▶ **PROMPT**: Your response must be made up of each line in the data below that contains the string "Archimede".

(Collected data)
--------------------------------
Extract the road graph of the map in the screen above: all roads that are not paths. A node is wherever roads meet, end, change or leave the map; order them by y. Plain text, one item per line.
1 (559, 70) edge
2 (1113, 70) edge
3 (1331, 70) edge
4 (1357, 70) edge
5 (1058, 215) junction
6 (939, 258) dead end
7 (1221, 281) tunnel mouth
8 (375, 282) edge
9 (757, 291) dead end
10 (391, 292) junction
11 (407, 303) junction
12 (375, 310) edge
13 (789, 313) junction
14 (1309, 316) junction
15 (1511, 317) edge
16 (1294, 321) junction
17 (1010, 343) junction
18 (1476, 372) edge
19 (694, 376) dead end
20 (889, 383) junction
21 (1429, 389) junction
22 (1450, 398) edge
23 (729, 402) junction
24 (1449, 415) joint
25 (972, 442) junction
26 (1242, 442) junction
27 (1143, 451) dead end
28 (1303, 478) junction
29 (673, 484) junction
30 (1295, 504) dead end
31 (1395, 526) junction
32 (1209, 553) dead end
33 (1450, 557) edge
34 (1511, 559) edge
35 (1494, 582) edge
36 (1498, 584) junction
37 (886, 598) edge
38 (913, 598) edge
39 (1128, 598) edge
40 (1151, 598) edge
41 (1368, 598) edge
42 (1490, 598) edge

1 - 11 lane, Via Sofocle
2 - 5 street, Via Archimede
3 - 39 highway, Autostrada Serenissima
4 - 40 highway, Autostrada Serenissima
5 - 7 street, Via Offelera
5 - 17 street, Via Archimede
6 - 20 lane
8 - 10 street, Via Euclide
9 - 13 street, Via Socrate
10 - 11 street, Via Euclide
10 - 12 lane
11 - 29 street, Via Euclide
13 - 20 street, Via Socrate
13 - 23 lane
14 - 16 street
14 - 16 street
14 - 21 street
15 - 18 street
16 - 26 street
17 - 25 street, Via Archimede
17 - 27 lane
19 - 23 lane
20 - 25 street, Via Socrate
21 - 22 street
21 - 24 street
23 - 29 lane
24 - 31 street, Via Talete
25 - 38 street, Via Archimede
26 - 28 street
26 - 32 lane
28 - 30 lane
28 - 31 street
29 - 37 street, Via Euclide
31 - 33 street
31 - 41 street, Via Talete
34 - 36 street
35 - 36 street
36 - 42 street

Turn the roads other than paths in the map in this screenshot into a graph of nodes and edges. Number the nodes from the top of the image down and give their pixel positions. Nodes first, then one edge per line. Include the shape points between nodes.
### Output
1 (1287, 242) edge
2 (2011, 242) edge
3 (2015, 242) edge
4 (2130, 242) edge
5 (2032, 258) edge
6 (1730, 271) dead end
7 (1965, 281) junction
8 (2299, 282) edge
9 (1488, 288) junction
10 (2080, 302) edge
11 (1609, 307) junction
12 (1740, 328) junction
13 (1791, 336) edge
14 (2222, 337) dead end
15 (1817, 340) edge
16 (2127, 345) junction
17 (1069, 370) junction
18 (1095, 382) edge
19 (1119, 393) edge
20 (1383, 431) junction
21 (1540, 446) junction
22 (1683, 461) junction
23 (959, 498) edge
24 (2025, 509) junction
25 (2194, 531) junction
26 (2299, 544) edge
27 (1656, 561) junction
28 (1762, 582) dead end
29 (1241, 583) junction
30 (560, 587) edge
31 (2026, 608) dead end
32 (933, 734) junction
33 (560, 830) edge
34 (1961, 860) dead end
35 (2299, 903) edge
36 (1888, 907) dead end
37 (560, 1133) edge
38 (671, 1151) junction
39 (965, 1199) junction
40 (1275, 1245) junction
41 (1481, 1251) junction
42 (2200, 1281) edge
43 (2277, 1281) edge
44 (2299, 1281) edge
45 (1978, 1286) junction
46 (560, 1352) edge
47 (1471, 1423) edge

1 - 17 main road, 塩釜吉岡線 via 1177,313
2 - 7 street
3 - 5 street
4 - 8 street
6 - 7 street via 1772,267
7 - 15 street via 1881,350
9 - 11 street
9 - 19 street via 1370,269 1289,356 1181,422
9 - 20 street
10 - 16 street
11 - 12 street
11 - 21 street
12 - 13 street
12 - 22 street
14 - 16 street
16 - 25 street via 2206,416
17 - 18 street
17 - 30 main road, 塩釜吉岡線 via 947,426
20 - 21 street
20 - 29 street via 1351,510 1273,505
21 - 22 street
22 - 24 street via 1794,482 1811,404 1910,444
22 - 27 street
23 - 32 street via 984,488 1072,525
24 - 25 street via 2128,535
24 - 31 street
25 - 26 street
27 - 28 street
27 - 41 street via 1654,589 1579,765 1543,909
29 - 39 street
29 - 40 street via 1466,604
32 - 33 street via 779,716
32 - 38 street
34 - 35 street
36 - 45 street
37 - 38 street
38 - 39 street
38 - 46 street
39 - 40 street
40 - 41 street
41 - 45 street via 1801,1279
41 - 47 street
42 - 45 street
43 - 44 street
--------------------------------
▶ **SOLUTION FOR THIS EXERCISE**:
2 - 5 street, Via Archimede
5 - 17 street, Via Archimede
17 - 25 street, Via Archimede
25 - 38 street, Via Archimede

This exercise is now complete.